> [RECORDED DATA]

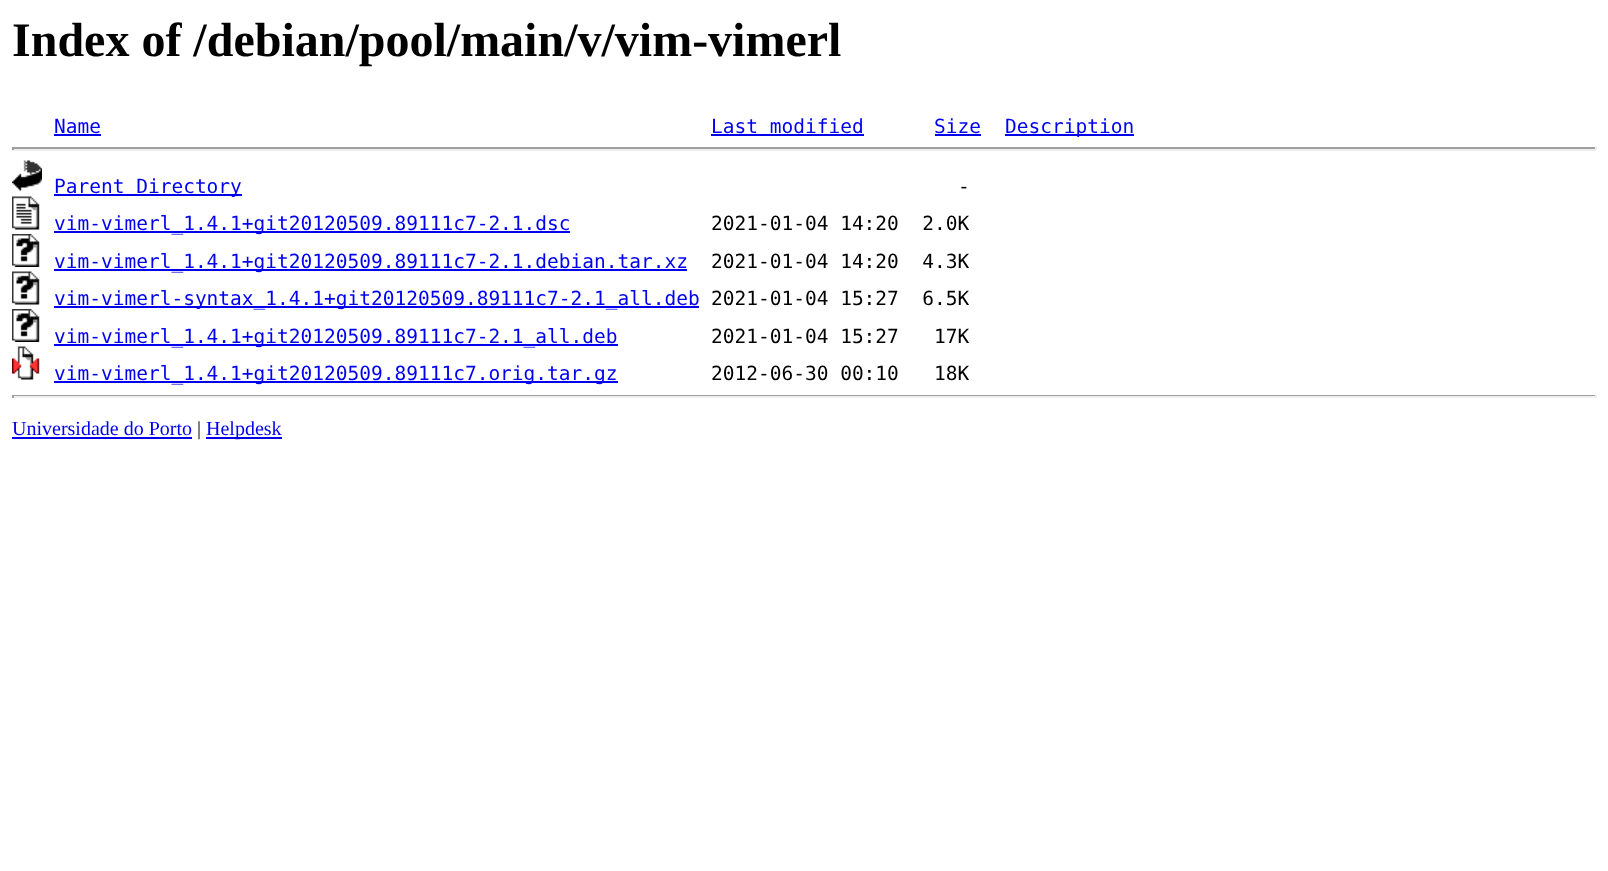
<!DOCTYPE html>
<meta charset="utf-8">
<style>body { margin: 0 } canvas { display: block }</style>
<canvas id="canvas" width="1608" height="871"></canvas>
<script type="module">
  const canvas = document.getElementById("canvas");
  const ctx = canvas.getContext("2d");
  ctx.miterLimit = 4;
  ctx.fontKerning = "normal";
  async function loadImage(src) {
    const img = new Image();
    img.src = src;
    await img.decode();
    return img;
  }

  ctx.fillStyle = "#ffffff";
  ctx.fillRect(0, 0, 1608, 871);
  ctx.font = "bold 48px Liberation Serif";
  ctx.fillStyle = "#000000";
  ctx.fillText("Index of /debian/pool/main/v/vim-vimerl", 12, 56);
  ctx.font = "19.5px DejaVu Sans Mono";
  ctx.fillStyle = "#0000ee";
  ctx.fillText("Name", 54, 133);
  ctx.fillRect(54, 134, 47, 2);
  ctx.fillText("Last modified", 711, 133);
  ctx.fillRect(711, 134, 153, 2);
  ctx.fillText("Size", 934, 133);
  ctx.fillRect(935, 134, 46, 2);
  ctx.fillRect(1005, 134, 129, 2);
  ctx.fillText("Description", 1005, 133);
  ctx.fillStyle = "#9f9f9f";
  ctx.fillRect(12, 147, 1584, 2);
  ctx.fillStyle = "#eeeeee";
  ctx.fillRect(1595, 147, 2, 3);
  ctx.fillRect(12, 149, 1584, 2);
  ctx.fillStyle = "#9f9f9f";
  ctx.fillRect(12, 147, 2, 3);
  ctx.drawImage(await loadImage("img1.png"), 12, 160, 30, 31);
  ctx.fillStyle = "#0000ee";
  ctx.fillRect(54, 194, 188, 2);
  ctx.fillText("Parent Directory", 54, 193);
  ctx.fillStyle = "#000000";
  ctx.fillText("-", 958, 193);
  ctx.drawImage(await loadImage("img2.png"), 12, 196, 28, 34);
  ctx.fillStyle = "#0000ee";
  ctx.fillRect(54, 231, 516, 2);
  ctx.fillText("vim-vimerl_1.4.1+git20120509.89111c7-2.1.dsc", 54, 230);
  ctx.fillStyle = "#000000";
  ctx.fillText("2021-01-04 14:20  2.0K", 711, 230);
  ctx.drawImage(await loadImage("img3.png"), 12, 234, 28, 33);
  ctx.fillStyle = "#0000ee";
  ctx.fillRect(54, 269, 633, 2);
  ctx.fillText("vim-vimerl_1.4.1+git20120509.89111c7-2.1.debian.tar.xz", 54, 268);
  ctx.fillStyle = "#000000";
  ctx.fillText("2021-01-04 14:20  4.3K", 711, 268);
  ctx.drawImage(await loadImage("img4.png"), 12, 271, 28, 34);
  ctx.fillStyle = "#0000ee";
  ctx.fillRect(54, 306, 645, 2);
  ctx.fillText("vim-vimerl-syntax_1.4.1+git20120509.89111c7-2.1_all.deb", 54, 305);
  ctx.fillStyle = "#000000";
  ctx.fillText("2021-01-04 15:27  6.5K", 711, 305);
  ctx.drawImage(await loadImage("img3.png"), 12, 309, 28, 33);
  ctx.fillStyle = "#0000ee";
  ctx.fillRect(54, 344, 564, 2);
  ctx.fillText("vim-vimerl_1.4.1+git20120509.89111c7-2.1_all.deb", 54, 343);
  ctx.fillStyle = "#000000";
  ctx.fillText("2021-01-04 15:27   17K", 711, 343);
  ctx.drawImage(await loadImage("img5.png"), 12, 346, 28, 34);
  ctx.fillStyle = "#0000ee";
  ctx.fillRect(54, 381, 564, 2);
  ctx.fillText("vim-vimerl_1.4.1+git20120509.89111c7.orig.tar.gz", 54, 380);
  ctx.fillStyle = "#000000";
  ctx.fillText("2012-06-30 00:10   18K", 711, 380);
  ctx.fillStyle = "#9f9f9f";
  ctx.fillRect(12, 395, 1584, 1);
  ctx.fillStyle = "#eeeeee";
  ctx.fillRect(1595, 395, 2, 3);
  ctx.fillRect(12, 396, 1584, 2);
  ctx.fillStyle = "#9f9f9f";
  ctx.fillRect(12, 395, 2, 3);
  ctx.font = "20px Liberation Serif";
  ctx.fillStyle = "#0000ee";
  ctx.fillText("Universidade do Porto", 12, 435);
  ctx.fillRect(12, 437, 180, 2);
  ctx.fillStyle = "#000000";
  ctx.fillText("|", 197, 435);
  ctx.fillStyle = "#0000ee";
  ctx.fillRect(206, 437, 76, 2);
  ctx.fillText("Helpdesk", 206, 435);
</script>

> [WORK TO BE COMPLETED] Return every line from the material that contains the word "const".

> [EXERCISE ANSWER]
  const canvas = document.getElementById("canvas");
  const ctx = canvas.getContext("2d");
    const img = new Image();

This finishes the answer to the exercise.